**** Recorded information

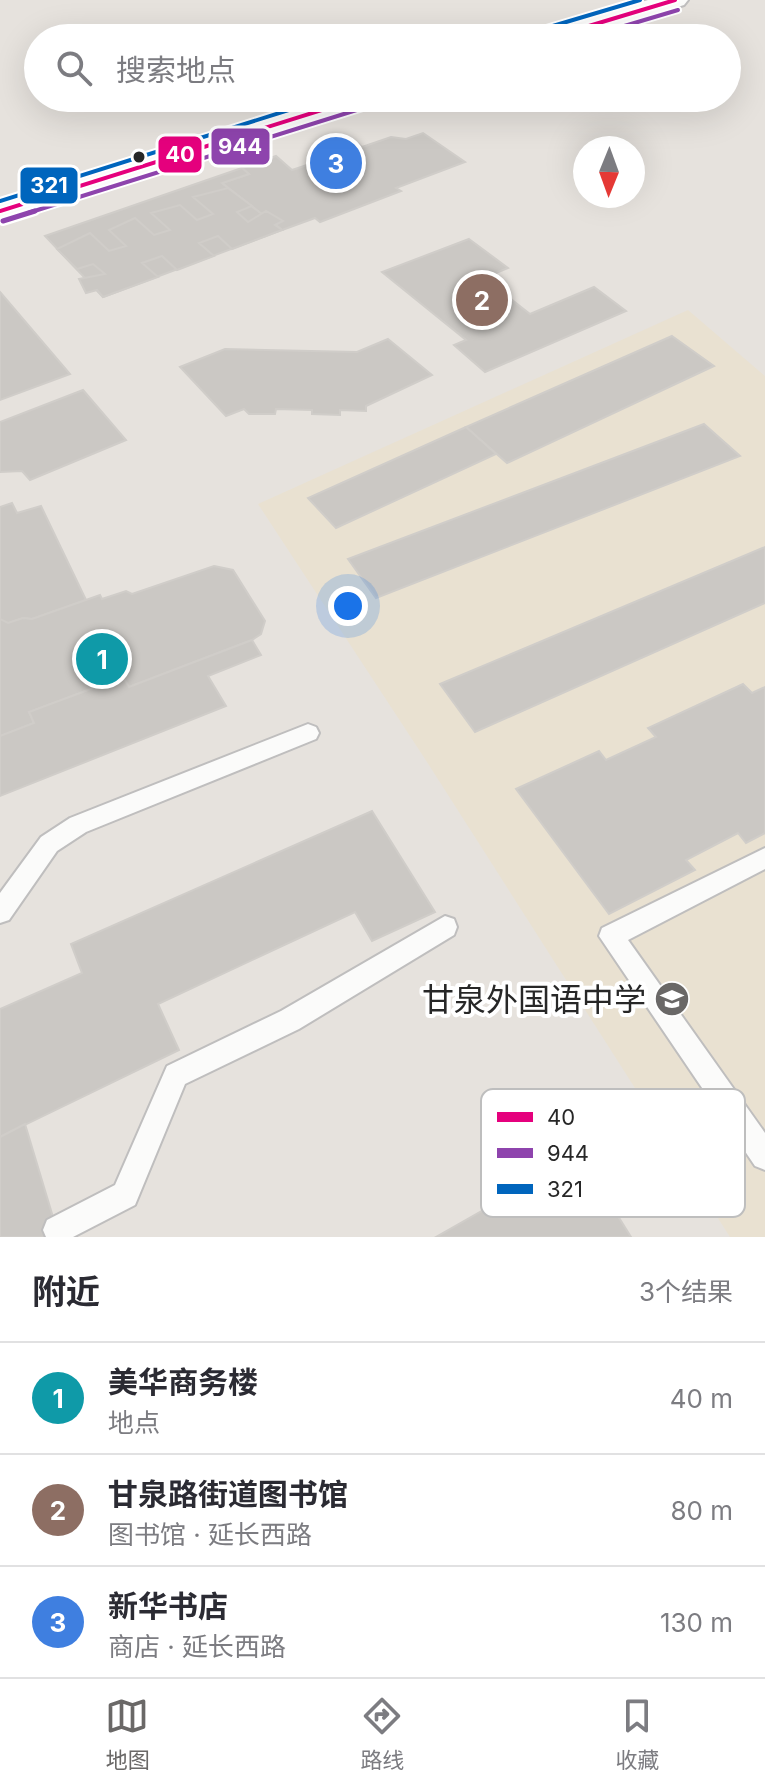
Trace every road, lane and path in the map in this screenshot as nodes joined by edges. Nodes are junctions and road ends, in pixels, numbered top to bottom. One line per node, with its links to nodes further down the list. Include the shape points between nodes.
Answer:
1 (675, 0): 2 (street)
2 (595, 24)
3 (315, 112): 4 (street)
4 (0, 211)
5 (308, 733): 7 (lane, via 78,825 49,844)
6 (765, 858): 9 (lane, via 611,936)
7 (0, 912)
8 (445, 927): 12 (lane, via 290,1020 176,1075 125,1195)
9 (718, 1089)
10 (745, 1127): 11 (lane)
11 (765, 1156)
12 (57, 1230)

********
**** Recorded information

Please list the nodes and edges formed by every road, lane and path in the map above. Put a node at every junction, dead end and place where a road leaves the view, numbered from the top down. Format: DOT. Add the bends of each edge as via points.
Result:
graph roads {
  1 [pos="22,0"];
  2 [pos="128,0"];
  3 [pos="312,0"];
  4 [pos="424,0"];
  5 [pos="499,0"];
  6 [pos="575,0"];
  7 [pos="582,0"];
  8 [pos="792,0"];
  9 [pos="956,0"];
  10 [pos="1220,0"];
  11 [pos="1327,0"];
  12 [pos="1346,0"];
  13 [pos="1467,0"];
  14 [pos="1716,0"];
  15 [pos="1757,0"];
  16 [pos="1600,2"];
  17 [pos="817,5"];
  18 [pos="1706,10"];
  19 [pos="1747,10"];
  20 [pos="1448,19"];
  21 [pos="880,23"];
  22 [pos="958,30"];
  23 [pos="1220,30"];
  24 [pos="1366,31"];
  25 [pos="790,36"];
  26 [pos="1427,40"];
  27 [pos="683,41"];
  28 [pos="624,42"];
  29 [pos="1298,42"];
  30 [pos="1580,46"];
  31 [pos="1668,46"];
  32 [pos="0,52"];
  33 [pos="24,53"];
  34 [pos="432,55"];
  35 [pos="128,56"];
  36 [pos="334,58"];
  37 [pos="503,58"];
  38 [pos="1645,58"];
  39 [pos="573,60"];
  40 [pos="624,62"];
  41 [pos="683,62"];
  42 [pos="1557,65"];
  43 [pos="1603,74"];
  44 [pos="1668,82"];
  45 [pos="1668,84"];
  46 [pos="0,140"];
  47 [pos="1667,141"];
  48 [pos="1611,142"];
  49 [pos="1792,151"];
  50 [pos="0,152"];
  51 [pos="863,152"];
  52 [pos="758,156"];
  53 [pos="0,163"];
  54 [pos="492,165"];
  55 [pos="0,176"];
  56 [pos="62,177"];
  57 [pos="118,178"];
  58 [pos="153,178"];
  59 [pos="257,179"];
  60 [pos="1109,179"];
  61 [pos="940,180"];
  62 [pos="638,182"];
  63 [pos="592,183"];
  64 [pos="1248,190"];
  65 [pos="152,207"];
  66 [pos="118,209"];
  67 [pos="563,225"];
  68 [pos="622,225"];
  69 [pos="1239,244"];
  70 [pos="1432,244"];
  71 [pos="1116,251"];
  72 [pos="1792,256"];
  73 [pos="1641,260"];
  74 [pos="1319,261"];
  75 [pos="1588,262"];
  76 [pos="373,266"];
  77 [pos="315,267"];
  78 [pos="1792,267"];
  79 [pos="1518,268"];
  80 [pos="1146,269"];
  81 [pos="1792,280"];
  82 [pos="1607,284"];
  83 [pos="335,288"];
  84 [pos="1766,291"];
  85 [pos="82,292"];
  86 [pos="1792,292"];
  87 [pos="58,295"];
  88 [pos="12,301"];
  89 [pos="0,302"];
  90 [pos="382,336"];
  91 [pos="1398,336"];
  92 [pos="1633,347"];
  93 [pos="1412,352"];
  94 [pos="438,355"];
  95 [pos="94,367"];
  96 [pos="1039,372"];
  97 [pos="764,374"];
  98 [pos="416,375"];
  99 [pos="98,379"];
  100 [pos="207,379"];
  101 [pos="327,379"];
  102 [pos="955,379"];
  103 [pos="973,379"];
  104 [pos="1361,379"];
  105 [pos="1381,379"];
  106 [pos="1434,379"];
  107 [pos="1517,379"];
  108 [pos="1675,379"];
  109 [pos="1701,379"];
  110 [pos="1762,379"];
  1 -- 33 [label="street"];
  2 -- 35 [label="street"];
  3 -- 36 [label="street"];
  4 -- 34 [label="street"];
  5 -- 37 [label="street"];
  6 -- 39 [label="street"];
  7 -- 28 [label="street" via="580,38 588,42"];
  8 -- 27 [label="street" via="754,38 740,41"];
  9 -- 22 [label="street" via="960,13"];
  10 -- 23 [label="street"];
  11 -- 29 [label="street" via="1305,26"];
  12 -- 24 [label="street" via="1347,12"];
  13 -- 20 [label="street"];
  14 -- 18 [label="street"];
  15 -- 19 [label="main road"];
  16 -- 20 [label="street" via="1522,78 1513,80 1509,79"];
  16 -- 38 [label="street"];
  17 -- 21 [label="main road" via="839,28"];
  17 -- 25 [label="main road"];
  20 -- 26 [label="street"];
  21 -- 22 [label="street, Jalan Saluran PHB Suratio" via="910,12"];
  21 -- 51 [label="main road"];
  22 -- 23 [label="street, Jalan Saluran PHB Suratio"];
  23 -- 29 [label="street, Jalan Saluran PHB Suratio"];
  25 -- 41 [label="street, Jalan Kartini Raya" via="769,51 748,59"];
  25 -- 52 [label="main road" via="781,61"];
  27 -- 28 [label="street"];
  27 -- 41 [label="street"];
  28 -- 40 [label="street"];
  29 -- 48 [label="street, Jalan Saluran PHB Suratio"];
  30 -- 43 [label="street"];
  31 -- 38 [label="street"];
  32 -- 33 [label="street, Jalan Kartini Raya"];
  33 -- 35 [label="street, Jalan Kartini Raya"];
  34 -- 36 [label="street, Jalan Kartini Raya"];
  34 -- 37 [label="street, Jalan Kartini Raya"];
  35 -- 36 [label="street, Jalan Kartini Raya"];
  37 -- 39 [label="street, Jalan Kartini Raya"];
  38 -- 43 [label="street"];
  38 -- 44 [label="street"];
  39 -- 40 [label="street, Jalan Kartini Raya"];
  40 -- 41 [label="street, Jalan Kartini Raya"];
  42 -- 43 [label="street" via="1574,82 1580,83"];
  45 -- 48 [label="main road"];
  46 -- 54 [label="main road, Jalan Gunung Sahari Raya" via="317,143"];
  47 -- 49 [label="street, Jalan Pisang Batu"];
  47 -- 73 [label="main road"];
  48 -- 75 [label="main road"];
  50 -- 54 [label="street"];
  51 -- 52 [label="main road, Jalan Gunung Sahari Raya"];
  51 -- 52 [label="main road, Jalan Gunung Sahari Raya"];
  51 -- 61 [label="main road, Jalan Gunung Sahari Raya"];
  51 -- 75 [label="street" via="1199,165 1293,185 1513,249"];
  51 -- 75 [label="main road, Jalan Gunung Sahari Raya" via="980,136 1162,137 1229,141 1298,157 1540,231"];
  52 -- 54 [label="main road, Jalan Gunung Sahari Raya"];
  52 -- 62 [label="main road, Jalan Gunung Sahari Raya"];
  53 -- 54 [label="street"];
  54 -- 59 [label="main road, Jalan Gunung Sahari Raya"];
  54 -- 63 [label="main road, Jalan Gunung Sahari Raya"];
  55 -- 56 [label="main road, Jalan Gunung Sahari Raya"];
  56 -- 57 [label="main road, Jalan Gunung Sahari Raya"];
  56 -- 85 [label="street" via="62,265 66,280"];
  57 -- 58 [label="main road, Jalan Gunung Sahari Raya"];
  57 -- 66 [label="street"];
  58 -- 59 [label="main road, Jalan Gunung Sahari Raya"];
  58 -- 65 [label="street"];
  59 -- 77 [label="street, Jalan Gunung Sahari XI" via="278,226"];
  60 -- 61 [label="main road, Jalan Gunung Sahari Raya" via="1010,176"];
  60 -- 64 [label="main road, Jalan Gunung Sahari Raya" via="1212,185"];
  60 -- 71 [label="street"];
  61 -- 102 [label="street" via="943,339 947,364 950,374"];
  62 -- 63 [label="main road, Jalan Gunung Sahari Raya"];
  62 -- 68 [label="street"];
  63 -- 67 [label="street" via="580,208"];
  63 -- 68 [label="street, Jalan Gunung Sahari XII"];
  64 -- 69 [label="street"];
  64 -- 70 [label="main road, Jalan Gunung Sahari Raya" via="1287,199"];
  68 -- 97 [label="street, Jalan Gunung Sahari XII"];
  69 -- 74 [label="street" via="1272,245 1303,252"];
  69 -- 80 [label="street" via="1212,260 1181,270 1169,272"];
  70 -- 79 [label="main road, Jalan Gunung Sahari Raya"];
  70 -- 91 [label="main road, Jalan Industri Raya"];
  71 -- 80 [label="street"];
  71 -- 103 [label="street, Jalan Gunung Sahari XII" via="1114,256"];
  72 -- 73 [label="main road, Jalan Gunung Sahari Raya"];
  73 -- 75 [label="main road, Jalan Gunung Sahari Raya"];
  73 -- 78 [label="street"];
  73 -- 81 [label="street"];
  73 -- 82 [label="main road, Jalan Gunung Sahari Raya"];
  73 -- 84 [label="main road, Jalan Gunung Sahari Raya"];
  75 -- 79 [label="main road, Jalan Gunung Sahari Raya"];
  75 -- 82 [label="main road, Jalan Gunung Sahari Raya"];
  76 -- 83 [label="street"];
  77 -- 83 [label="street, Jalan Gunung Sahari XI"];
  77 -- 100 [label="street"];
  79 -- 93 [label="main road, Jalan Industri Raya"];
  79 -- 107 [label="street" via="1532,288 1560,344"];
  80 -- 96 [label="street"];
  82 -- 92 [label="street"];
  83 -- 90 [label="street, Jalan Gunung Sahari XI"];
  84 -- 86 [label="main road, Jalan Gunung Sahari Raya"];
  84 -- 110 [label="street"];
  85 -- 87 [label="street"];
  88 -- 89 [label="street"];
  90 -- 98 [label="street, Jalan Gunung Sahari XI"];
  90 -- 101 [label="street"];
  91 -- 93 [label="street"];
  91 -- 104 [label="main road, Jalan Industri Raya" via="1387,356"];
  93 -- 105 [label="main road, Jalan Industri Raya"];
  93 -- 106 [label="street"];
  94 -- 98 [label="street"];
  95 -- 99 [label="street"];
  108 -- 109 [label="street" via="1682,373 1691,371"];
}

********

## [Task description]
Scan the records for the word "edges", and copy each line where it is found.

## [Result of this exercise]
Trace every road, lane and path in the map in this screenshot as nodes joined by edges. Nodes are junctions and road ends, in pixels, numbered top to bottom. One line per node, with its links to nodes further down the list. Include the shape points between nodes.
Please list the nodes and edges formed by every road, lane and path in the map above. Put a node at every junction, dead end and place where a road leaves the view, numbered from the top down. Format: DOT. Add the bends of each edge as via points.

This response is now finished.